Hessin’s multiple follow-up not only makes for an interesting interview, but it also forced McInnis to clarify his position on the matter. In fact, Hessin was on solid ground here in describing the legislature’s actions as “lifting exemptions” rather than imposing “new taxes.” That is, if you accept a related decision by the Colorado Supreme Court.

Earlier in this interview, however, Hessin could have pressed McInnis harder, and also had the facts on her side.

McInnis said Colorado’s new oil-and-gas regulations have wounded Colorado’s economy, resulting in “thousands of jobs” leaving the state. He said Colorado’s oil-and-gas jobs moved to Pennsylvania, Texas, Wyoming, and Kentucky.

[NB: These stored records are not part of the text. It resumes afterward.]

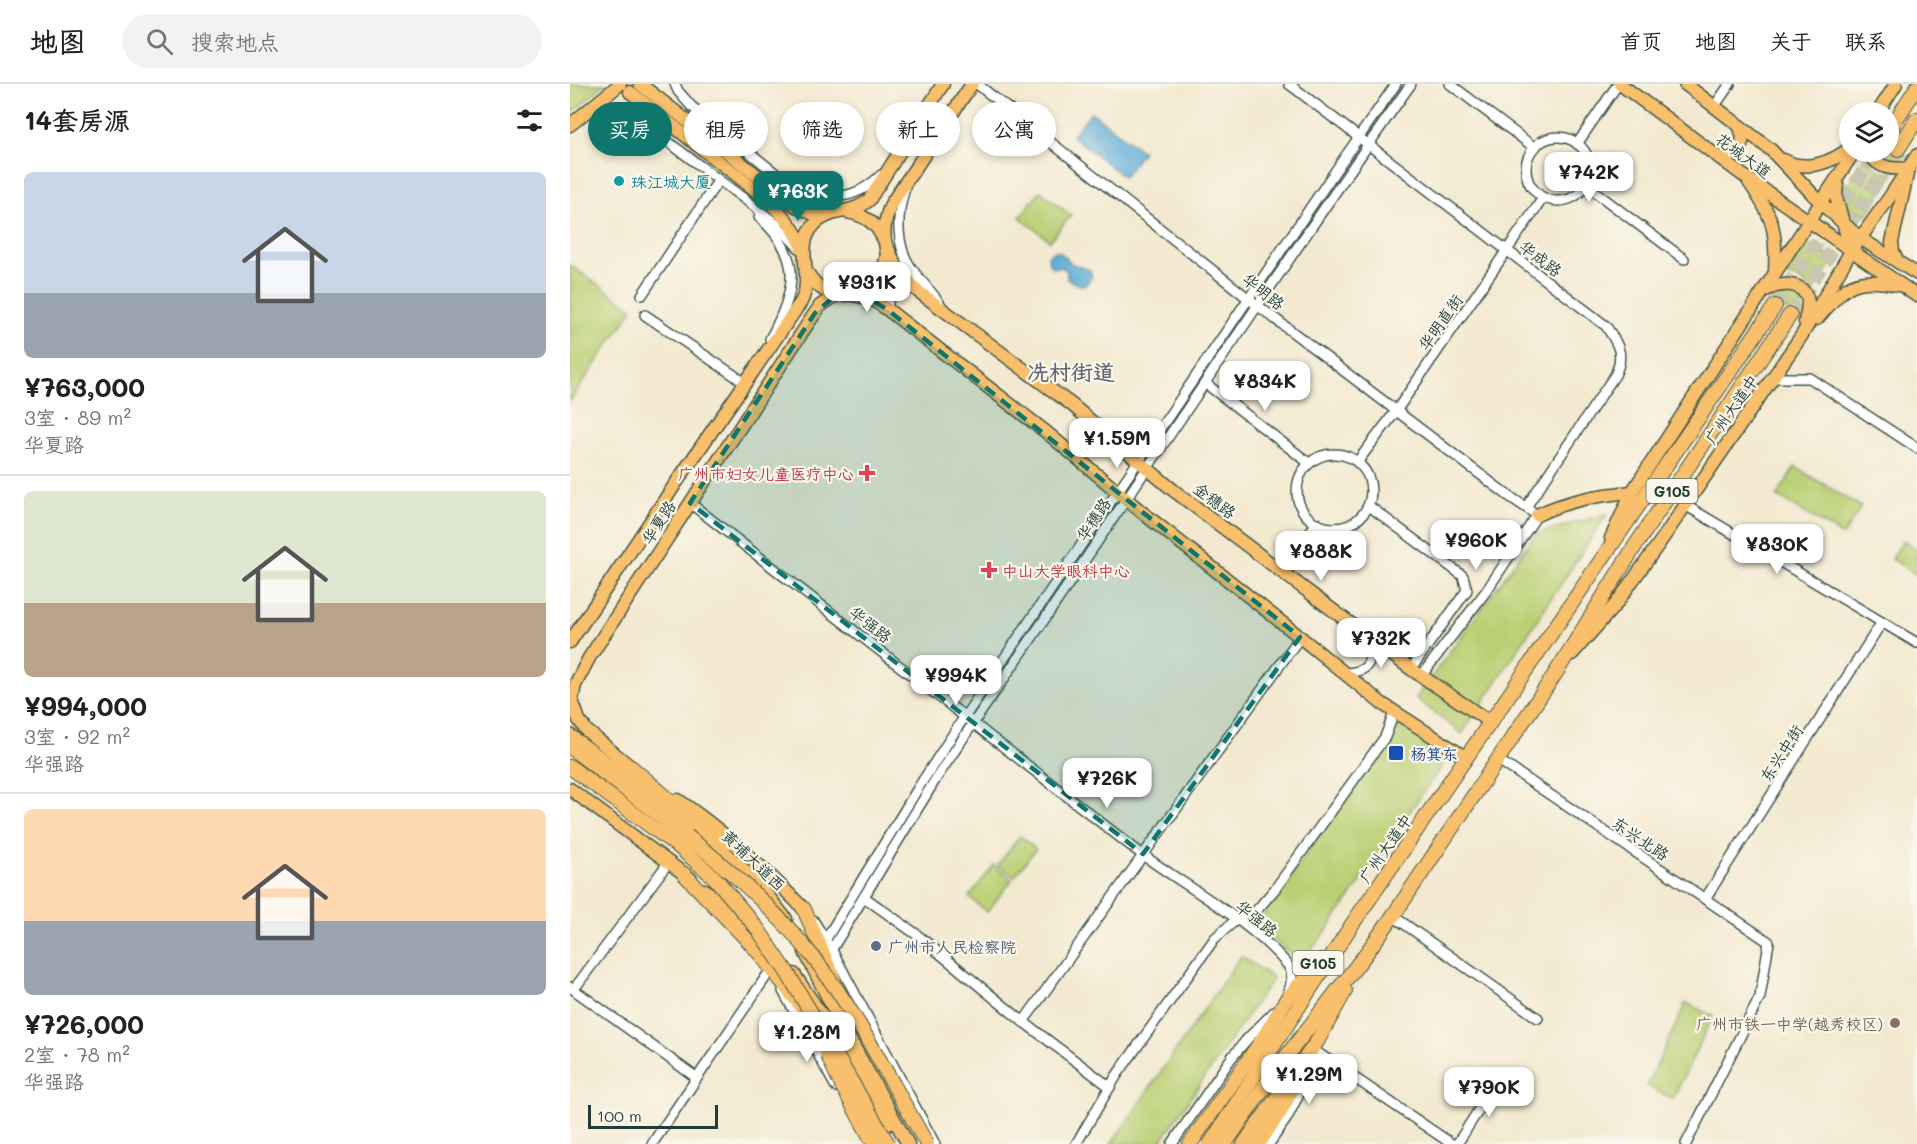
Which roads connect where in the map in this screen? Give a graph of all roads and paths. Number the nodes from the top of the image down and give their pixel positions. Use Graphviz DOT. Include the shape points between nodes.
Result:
graph roads {
  1 [pos="620,84"];
  2 [pos="675,84"];
  3 [pos="943,84"];
  4 [pos="972,84"];
  5 [pos="977,84"];
  6 [pos="1289,84"];
  7 [pos="1396,84"];
  8 [pos="1411,84"];
  9 [pos="1450,84"];
  10 [pos="1619,84"];
  11 [pos="1685,84"];
  12 [pos="1730,84"];
  13 [pos="1896,84"];
  14 [pos="1917,87"];
  15 [pos="635,88"];
  16 [pos="1884,102"];
  17 [pos="1714,107"];
  18 [pos="1899,115"];
  19 [pos="1917,119"];
  20 [pos="574,121"];
  21 [pos="1740,127"];
  22 [pos="1358,138"];
  23 [pos="1577,144"];
  24 [pos="1367,145"];
  25 [pos="1899,147"];
  26 [pos="1535,148"];
  27 [pos="1771,150"];
  28 [pos="1839,156"];
  29 [pos="1917,156"];
  30 [pos="1720,158"];
  31 [pos="1848,162"];
  32 [pos="1877,162"];
  33 [pos="891,165"];
  34 [pos="1909,168"];
  35 [pos="708,172"];
  36 [pos="777,174"];
  37 [pos="909,176"];
  38 [pos="1744,176"];
  39 [pos="1837,179"];
  40 [pos="718,181"];
  41 [pos="1586,185"];
  42 [pos="1543,198"];
  43 [pos="1821,203"];
  44 [pos="847,212"];
  45 [pos="828,215"];
  46 [pos="1860,238"];
  47 [pos="885,240"];
  48 [pos="1507,251"];
  49 [pos="1851,251"];
  50 [pos="803,253"];
  51 [pos="1684,259"];
  52 [pos="1898,262"];
  53 [pos="1840,269"];
  54 [pos="807,272"];
  55 [pos="1775,272"];
  56 [pos="1917,274"];
  57 [pos="1904,286"];
  58 [pos="919,292"];
  59 [pos="1762,292"];
  60 [pos="642,295"];
  61 [pos="836,295"];
  62 [pos="853,295"];
  63 [pos="1917,296"];
  64 [pos="1249,299"];
  65 [pos="1258,306"];
  66 [pos="1775,306"];
  67 [pos="888,310"];
  68 [pos="945,311"];
  69 [pos="645,315"];
  70 [pos="1791,315"];
  71 [pos="791,318"];
  72 [pos="805,328"];
  73 [pos="1802,335"];
  74 [pos="753,370"];
  75 [pos="1773,378"];
  76 [pos="744,382"];
  77 [pos="1205,383"];
  78 [pos="1396,411"];
  79 [pos="1917,448"];
  80 [pos="1358,461"];
  81 [pos="1309,463"];
  82 [pos="1142,465"];
  83 [pos="1632,492"];
  84 [pos="1121,495"];
  85 [pos="690,503"];
  86 [pos="1685,505"];
  87 [pos="1369,506"];
  88 [pos="1526,507"];
  89 [pos="1537,515"];
  90 [pos="1317,524"];
  91 [pos="1280,570"];
  92 [pos="1593,574"];
  93 [pos="1882,622"];
  94 [pos="1365,634"];
  95 [pos="1300,637"];
  96 [pos="570,642"];
  97 [pos="1917,643"];
  98 [pos="570,667"];
  99 [pos="583,667"];
  100 [pos="1557,670"];
  101 [pos="1416,672"];
  102 [pos="1345,673"];
  103 [pos="1394,713"];
  104 [pos="970,719"];
  105 [pos="570,721"];
  106 [pos="1490,722"];
  107 [pos="570,735"];
  108 [pos="570,747"];
  109 [pos="1465,757"];
  110 [pos="1497,759"];
  111 [pos="570,767"];
  112 [pos="631,767"];
  113 [pos="570,789"];
  114 [pos="570,796"];
  115 [pos="593,806"];
  116 [pos="683,842"];
  117 [pos="722,849"];
  118 [pos="1143,855"];
  119 [pos="668,863"];
  120 [pos="684,874"];
  121 [pos="864,897"];
  122 [pos="1705,899"];
  123 [pos="804,909"];
  124 [pos="1393,916"];
  125 [pos="1237,920"];
  126 [pos="1351,926"];
  127 [pos="826,939"];
  128 [pos="832,949"];
  129 [pos="1365,955"];
  130 [pos="772,968"];
  131 [pos="572,988"];
  132 [pos="1286,1000"];
  133 [pos="1538,1018"];
  134 [pos="813,1019"];
  135 [pos="1023,1022"];
  136 [pos="1312,1049"];
  137 [pos="697,1078"];
  138 [pos="1499,1078"];
  139 [pos="1110,1087"];
  140 [pos="890,1122"];
  141 [pos="652,1144"];
  142 [pos="868,1144"];
  143 [pos="874,1144"];
  144 [pos="881,1144"];
  145 [pos="888,1144"];
  146 [pos="898,1144"];
  147 [pos="908,1144"];
  148 [pos="920,1144"];
  149 [pos="927,1144"];
  150 [pos="935,1144"];
  151 [pos="1076,1144"];
  152 [pos="1172,1144"];
  153 [pos="1190,1144"];
  154 [pos="1210,1144"];
  155 [pos="1225,1144"];
  156 [pos="1244,1144"];
  157 [pos="1258,1144"];
  158 [pos="1269,1144"];
  159 [pos="1452,1144"];
  160 [pos="1457,1144"];
  161 [pos="1686,1144"];
  1 -- 20 [label="main road"];
  2 -- 36 [label="street" via="691,106"];
  3 -- 33 [label="main road"];
  4 -- 37 [label="main road"];
  5 -- 64 [label="street, 华明路"];
  6 -- 22 [label="street, 华成路"];
  7 -- 22 [label="street, 华穗路"];
  8 -- 24 [label="street, 华穗路"];
  9 -- 26 [label="street"];
  10 -- 23 [label="street"];
  10 -- 30 [label="main road, 花城大道"];
  11 -- 17 [label="main road, 花城大道"];
  12 -- 17 [label="street"];
  13 -- 16 [label="main road"];
  14 -- 18 [label="highway"];
  15 -- 45 [label="main road" via="789,202 811,213"];
  15 -- 50 [label="main road, 华夏路" via="771,204 792,227"];
  17 -- 21 [label="main road, 花城大道"];
  19 -- 25 [label="highway"];
  20 -- 35 [label="street" via="604,107 624,110"];
  21 -- 27 [label="main road, 花城大道"];
  21 -- 30 [label="main road" via="1740,150"];
  22 -- 24 [label="street, 华成路"];
  22 -- 64 [label="street, 华穗路"];
  23 -- 26 [label="street" via="1556,137"];
  23 -- 41 [label="street" via="1589,159 1591,169"];
  24 -- 48 [label="street, 华成路"];
  24 -- 65 [label="street, 华穗路"];
  26 -- 42 [label="street" via="1530,153 1527,174 1530,184"];
  27 -- 28 [label="main road" via="1793,164 1828,162"];
  27 -- 43 [label="main road, 花城大道"];
  29 -- 34 [label="main road, 广州大道中"];
  30 -- 38 [label="main road, 花城大道"];
  31 -- 39 [label="main road, 广州大道中"];
  32 -- 34 [label="main road" via="1889,168"];
  33 -- 36 [label="street" via="860,191 837,197 819,195"];
  33 -- 44 [label="main road" via="868,200"];
  34 -- 46 [label="main road, 广州大道中"];
  34 -- 52 [label="main road" via="1892,242"];
  35 -- 40 [label="street"];
  35 -- 50 [label="street" via="776,224"];
  36 -- 45 [label="street"];
  37 -- 47 [label="main road" via="886,215"];
  37 -- 68 [label="street" via="900,205 898,232 908,263"];
  38 -- 49 [label="main road, 花城大道"];
  38 -- 55 [label="main road" via="1767,211 1774,230"];
  39 -- 43 [label="main road, 广州大道中"];
  39 -- 49 [label="main road" via="1836,197"];
  40 -- 60 [label="street"];
  40 -- 74 [label="street" via="774,232 790,264 790,288 784,311"];
  41 -- 42 [label="street" via="1566,200"];
  41 -- 51 [label="street"];
  42 -- 48 [label="street, 华明直街"];
  43 -- 46 [label="main road"];
  43 -- 53 [label="main road" via="1841,249"];
  43 -- 55 [label="main road, 广州大道中"];
  44 -- 45 [label="main road"];
  44 -- 47 [label="main road" via="872,221"];
  45 -- 50 [label="main road" via="813,225"];
  46 -- 49 [label="main road, 广州大道中"];
  46 -- 52 [label="main road"];
  47 -- 58 [label="main road, 金穗路" via="902,275"];
  47 -- 62 [label="main road" via="886,259 881,273 873,284"];
  48 -- 78 [label="street, 华明直街"];
  48 -- 88 [label="street, 华成路" via="1606,326 1620,352 1615,375"];
  49 -- 53 [label="main road, 广州大道中"];
  49 -- 57 [label="main road, 花城大道"];
  50 -- 54 [label="main road, 华夏路"];
  52 -- 56 [label="main road"];
  53 -- 73 [label="main road, 广州大道中"];
  54 -- 61 [label="main road" via="818,286"];
  54 -- 71 [label="main road, 华夏路" via="804,296"];
  55 -- 59 [label="main road, 广州大道中"];
  57 -- 63 [label="main road, 花城大道"];
  57 -- 73 [label="main road" via="1872,281 1851,284"];
  58 -- 67 [label="street" via="895,290 888,300"];
  58 -- 68 [label="main road, 金穗路"];
  59 -- 73 [label="main road" via="1786,283 1804,292 1808,304"];
  59 -- 83 [label="main road, 广州大道中"];
  61 -- 62 [label="main road"];
  61 -- 72 [label="main road, 华夏路" via="820,306"];
  62 -- 67 [label="main road" via="872,299"];
  64 -- 65 [label="street, 华明路"];
  64 -- 82 [label="street, 华穗路"];
  65 -- 77 [label="street, 华穗路"];
  65 -- 78 [label="street, 华明路"];
  66 -- 92 [label="highway, 广州大道中 / G105"];
  67 -- 84 [label="main road"];
  68 -- 82 [label="main road, 金穗路" via="1072,405"];
  69 -- 76 [label="street"];
  70 -- 100 [label="highway, 广州大道中 / G105" via="1635,546"];
  71 -- 72 [label="main road"];
  71 -- 74 [label="main road, 华夏路"];
  72 -- 85 [label="main road, 华夏路"];
  73 -- 75 [label="main road, 广州大道中"];
  74 -- 76 [label="main road, 华夏路"];
  75 -- 79 [label="street" via="1810,378"];
  75 -- 86 [label="main road, 广州大道中"];
  76 -- 96 [label="main road, 华夏路"];
  77 -- 81 [label="street"];
  77 -- 82 [label="street, 华穗路"];
  78 -- 80 [label="street, 华明直街"];
  78 -- 88 [label="street, 华明路"];
  80 -- 81 [label="street" via="1336,453 1324,454"];
  80 -- 87 [label="street" via="1371,483"];
  81 -- 90 [label="street" via="1299,478 1298,502"];
  82 -- 84 [label="street, 华穗路"];
  82 -- 91 [label="main road, 金穗路"];
  83 -- 89 [label="main road" via="1590,496"];
  83 -- 92 [label="main road, 广州大道中"];
  84 -- 95 [label="main road"];
  84 -- 104 [label="street, 华穗路"];
  85 -- 99 [label="main road, 华夏路"];
  85 -- 104 [label="street, 华强路"];
  86 -- 93 [label="street"];
  86 -- 100 [label="main road, 广州大道中" via="1616,604"];
  87 -- 90 [label="street" via="1350,525 1337,528"];
  87 -- 101 [label="street" via="1463,576 1467,585"];
  88 -- 89 [label="street, 华明路"];
  89 -- 101 [label="street" via="1487,590"];
  90 -- 91 [label="street"];
  91 -- 94 [label="main road, 金穗路"];
  92 -- 106 [label="highway, 广州大道中 / G105"];
  93 -- 97 [label="street"];
  93 -- 122 [label="street, 东兴中街"];
  94 -- 101 [label="main road, 金穗路"];
  94 -- 102 [label="street" via="1370,660 1362,671"];
  95 -- 102 [label="main road"];
  95 -- 118 [label="street"];
  98 -- 99 [label="main road"];
  99 -- 112 [label="main road, 华夏路" via="572,700 579,720"];
  100 -- 110 [label="highway, 广州大道中 / G105"];
  101 -- 106 [label="main road, 金穗路"];
  102 -- 103 [label="main road"];
  103 -- 109 [label="main road"];
  103 -- 125 [label="street" via="1385,737 1275,889 1256,911"];
  104 -- 118 [label="street, 华强路"];
  104 -- 121 [label="street, 华穗路"];
  104 -- 127 [label="street, 华穗路" via="920,785"];
  105 -- 112 [label="main road"];
  106 -- 109 [label="highway, 广州大道中 / G105"];
  107 -- 117 [label="main road, 黄埔大道西"];
  108 -- 116 [label="highway"];
  109 -- 126 [label="highway, 广州大道中 / G105"];
  110 -- 122 [label="street, 东兴北路"];
  110 -- 124 [label="highway, 广州大道中 / G105"];
  111 -- 116 [label="highway"];
  112 -- 117 [label="highway"];
  112 -- 123 [label="main road" via="739,845"];
  113 -- 115 [label="main road"];
  114 -- 115 [label="main road"];
  115 -- 119 [label="main road"];
  116 -- 134 [label="highway, bridge" via="746,914"];
  116 -- 149 [label="highway, bridge" via="732,872 812,956 855,1019"];
  117 -- 140 [label="main road, 黄埔大道西" via="784,916"];
  118 -- 125 [label="street, 华强路"];
  118 -- 135 [label="street"];
  119 -- 120 [label="main road"];
  119 -- 131 [label="street"];
  120 -- 130 [label="highway"];
  120 -- 140 [label="main road" via="745,920 787,964"];
  121 -- 128 [label="street, 华穗路"];
  121 -- 135 [label="street" via="929,944"];
  122 -- 161 [label="street, 东兴北路" via="1769,942 1760,997"];
  123 -- 127 [label="street"];
  123 -- 148 [label="highway" via="855,1025"];
  124 -- 129 [label="highway, 广州大道中 / G105"];
  124 -- 133 [label="street"];
  125 -- 132 [label="street, 华强路" via="1290,968 1293,977"];
  125 -- 139 [label="street" via="1215,938"];
  126 -- 132 [label="highway, G105"];
  126 -- 154 [label="highway, 广州大道中 / G105"];
  127 -- 128 [label="street"];
  128 -- 150 [label="street"];
  129 -- 136 [label="highway"];
  129 -- 155 [label="highway, 广州大道中 / G105" via="1282,1061"];
  130 -- 137 [label="street"];
  130 -- 142 [label="street"];
  130 -- 144 [label="highway" via="815,1028"];
  131 -- 137 [label="street"];
  132 -- 152 [label="street" via="1232,1057"];
  132 -- 153 [label="highway, G105"];
  134 -- 143 [label="highway, bridge" via="840,1082"];
  134 -- 145 [label="highway, bridge"];
  135 -- 139 [label="street"];
  136 -- 156 [label="highway"];
  136 -- 157 [label="highway" via="1281,1110"];
  136 -- 158 [label="street" via="1299,1094"];
  136 -- 159 [label="street"];
  137 -- 141 [label="street"];
  138 -- 160 [label="street"];
  139 -- 151 [label="street"];
  140 -- 146 [label="main road"];
  140 -- 147 [label="main road"];
}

McInnis said: “The impact [of the oil and gas regulations] to the state as a whole was severe. We’ve lost a lot of jobs. We’ve lost thousands of jobs. These are 80,000-dollar-a-year jobs. The natural gas companies have left in groves. Now, you still have Encana and Williams and others that still have intense capital investment in the ground.  If you went to Grand Junction right now, you’d see 20 rigs sitting in storage yards. I mean, it’s had a huge impact.”

It’s now well-established that Colorado’s new oil-and-gas regulations cannot be blamed any job losses, much less “thousands of jobs,” as McInnis asserts, even though the oil industry has been making this assertion since before the regulations were passed. Hessin should have called McInnis on this.

We’ll be seeing more candidate interviews as the election gets closer…-and candidate profiles. The more critical questioning and reporting the better.